Input records:
Content starts

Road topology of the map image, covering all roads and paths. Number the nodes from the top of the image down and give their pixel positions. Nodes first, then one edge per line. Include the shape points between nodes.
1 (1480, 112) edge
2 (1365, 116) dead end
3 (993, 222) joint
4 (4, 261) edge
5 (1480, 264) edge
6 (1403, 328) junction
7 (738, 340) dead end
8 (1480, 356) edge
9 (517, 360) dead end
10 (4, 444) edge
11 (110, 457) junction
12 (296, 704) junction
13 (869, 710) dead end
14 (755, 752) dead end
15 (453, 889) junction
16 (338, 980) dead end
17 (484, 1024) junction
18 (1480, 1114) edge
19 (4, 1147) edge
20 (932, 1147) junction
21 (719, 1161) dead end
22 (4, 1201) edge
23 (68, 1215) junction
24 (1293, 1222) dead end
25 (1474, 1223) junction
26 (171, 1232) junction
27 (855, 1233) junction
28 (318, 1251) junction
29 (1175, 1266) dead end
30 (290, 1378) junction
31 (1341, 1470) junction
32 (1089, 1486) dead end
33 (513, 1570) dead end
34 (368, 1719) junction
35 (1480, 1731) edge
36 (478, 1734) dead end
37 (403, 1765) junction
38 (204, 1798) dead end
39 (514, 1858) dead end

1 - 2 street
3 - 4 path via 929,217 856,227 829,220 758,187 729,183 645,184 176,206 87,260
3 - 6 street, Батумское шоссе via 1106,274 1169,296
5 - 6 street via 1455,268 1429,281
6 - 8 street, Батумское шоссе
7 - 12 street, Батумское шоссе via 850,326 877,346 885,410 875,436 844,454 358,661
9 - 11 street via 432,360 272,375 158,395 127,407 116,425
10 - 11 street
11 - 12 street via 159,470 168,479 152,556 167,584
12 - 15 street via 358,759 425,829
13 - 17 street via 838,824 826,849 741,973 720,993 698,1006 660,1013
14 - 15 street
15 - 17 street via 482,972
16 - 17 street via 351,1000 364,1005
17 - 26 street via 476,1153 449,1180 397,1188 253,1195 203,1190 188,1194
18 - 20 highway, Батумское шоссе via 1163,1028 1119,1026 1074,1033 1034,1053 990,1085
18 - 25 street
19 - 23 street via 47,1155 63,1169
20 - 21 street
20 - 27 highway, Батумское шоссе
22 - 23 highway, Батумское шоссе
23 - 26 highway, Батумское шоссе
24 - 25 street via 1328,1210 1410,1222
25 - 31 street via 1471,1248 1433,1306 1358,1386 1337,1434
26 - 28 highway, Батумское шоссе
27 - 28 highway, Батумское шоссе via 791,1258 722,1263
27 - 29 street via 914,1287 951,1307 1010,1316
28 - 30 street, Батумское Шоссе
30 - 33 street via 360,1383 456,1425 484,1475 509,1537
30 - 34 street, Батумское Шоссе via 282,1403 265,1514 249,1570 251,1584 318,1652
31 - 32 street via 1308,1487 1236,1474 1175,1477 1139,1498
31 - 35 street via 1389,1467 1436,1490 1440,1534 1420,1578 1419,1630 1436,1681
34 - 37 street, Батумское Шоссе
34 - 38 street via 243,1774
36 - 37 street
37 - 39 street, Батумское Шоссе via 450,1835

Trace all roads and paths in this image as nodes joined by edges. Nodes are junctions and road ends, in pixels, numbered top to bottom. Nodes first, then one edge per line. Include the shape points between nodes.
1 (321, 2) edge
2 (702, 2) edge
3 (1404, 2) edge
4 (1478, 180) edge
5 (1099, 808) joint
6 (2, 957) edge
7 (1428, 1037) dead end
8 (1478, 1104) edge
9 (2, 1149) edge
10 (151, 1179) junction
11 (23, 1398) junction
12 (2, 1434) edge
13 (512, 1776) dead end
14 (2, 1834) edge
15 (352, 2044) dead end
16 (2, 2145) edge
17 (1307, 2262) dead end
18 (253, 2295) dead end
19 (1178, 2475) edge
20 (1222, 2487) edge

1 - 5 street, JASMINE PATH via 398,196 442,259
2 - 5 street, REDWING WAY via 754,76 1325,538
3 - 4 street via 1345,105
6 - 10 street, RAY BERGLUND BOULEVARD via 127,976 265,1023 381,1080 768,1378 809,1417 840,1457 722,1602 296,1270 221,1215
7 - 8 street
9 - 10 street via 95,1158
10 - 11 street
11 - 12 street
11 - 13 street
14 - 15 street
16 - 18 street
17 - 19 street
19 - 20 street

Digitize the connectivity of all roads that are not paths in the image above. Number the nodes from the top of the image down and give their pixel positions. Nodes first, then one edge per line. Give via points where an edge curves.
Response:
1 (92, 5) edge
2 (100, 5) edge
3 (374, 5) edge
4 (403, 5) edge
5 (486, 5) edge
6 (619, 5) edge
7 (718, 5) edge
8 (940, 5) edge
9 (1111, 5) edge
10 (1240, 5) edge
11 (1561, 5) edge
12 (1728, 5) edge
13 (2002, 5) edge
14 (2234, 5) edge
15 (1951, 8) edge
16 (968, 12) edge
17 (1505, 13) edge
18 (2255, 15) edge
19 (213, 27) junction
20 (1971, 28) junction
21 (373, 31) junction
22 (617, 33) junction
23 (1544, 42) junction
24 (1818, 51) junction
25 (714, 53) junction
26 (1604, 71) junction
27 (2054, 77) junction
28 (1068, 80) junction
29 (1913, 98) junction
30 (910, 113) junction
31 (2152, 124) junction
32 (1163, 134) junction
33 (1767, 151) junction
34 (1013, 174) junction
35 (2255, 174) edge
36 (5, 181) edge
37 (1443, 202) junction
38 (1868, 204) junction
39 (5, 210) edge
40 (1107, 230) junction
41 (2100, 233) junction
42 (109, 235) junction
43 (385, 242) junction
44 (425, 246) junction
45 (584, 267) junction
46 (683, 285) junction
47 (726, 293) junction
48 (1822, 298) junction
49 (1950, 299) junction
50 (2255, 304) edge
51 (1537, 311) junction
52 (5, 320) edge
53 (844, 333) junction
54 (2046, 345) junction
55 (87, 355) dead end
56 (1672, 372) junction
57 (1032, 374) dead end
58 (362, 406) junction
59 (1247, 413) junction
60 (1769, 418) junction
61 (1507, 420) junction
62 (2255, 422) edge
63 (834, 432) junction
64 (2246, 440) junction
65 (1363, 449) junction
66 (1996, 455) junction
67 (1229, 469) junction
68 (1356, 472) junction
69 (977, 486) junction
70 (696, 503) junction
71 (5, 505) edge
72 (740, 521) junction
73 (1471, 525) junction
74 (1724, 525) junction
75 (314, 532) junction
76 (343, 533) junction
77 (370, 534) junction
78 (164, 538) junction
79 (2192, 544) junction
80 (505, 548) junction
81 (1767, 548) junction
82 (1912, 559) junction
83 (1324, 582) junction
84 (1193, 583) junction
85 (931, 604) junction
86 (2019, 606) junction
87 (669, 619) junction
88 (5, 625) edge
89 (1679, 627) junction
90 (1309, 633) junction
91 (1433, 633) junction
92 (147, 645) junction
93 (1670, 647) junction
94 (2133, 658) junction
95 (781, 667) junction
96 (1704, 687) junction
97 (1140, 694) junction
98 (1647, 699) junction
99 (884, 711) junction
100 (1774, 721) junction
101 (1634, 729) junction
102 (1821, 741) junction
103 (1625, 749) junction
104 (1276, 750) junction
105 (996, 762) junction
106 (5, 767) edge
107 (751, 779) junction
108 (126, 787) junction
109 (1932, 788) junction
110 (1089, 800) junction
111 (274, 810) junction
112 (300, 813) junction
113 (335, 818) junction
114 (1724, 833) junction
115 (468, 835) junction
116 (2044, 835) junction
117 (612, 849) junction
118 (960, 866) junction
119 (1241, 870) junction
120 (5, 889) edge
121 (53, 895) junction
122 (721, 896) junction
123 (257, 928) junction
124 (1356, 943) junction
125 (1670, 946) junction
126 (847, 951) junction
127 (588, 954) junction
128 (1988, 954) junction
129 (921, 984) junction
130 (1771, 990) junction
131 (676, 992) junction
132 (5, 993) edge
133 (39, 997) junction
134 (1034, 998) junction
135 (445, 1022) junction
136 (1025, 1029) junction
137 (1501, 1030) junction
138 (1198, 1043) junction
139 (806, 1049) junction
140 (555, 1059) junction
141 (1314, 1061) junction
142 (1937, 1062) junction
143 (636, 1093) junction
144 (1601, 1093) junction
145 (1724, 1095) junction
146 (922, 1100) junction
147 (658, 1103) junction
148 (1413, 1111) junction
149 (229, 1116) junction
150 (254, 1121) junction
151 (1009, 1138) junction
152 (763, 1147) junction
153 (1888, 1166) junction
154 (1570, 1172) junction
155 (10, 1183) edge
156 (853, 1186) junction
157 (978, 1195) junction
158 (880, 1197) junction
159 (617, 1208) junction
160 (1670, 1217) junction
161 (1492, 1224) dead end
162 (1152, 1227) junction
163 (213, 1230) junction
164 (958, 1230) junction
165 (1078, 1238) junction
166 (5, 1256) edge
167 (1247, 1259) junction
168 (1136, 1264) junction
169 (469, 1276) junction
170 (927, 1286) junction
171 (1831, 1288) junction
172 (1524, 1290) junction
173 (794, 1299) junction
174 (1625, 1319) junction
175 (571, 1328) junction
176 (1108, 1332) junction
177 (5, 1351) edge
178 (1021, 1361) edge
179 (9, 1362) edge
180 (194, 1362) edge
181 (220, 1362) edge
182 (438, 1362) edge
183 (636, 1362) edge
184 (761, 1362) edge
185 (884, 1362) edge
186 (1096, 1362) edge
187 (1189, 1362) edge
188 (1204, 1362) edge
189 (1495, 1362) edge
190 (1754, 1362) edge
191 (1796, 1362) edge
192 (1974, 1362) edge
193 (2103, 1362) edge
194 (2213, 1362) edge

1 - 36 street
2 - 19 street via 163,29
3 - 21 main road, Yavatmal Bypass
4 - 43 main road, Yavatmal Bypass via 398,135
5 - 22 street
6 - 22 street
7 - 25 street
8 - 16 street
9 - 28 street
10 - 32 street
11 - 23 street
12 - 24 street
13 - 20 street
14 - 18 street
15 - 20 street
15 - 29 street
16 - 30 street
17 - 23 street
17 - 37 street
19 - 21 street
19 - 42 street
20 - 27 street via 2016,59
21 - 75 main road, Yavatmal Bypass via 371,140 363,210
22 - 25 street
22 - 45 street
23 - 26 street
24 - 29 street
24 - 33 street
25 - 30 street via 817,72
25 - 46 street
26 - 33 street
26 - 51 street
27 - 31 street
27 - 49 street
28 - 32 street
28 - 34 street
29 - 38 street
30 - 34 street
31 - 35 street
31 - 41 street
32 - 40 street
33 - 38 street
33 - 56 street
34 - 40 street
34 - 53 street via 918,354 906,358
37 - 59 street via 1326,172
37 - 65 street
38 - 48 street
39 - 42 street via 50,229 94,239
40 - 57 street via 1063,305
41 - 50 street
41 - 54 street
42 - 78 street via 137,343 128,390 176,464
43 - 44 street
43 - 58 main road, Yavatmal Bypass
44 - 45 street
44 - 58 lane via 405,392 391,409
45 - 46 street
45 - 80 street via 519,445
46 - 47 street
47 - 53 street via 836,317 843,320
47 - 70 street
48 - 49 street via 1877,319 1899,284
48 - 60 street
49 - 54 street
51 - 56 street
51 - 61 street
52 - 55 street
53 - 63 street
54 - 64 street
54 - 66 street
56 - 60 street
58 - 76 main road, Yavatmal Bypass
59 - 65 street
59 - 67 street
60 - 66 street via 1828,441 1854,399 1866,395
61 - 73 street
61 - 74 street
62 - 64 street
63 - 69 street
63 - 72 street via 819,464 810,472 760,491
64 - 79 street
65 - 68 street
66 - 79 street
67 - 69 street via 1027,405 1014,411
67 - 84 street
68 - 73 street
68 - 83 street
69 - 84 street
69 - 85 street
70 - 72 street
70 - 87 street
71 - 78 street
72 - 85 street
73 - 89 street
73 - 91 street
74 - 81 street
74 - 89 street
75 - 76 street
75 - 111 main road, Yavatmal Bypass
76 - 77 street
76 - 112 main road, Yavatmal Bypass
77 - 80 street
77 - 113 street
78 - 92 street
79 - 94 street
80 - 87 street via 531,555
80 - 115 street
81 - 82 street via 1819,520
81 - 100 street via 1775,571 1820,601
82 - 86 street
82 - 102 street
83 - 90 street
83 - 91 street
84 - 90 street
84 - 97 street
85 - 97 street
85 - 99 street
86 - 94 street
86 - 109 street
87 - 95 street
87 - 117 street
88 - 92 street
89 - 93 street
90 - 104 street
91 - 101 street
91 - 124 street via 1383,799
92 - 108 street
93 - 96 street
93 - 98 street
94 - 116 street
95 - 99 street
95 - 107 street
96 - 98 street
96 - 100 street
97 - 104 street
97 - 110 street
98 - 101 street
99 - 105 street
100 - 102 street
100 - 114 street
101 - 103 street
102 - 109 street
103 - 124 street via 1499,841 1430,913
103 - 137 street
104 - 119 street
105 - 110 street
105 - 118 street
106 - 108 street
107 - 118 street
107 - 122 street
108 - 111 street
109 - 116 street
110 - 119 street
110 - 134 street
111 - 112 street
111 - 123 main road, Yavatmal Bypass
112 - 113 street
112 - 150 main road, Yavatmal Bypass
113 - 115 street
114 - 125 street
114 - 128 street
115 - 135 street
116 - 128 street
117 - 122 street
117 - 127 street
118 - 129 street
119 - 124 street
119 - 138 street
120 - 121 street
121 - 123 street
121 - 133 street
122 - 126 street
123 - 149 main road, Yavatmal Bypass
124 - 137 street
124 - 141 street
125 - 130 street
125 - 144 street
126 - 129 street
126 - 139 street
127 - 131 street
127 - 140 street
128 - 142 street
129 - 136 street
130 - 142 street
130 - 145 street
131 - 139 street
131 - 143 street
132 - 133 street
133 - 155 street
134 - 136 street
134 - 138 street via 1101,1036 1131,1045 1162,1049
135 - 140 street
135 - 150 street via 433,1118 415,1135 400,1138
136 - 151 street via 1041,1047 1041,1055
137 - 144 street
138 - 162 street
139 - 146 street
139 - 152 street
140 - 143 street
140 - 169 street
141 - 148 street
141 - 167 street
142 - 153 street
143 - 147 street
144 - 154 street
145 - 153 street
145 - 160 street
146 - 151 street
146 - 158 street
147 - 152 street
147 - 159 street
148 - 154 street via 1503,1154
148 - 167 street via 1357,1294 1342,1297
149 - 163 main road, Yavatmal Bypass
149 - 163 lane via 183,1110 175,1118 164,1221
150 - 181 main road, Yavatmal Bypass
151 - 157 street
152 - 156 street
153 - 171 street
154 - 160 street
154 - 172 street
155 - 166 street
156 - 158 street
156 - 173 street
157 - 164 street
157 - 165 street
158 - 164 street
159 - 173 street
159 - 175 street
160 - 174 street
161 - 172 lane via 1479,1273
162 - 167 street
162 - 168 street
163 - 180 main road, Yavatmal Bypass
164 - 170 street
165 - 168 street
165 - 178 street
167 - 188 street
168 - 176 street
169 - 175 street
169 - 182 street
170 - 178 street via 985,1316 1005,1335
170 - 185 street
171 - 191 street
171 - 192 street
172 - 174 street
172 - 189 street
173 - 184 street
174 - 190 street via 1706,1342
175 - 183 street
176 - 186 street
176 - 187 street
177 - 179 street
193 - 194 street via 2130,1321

Content ends

Task: Check each line of the data above for the word "highway" and say how many lines have it. Give the number alone.

Answer space: 6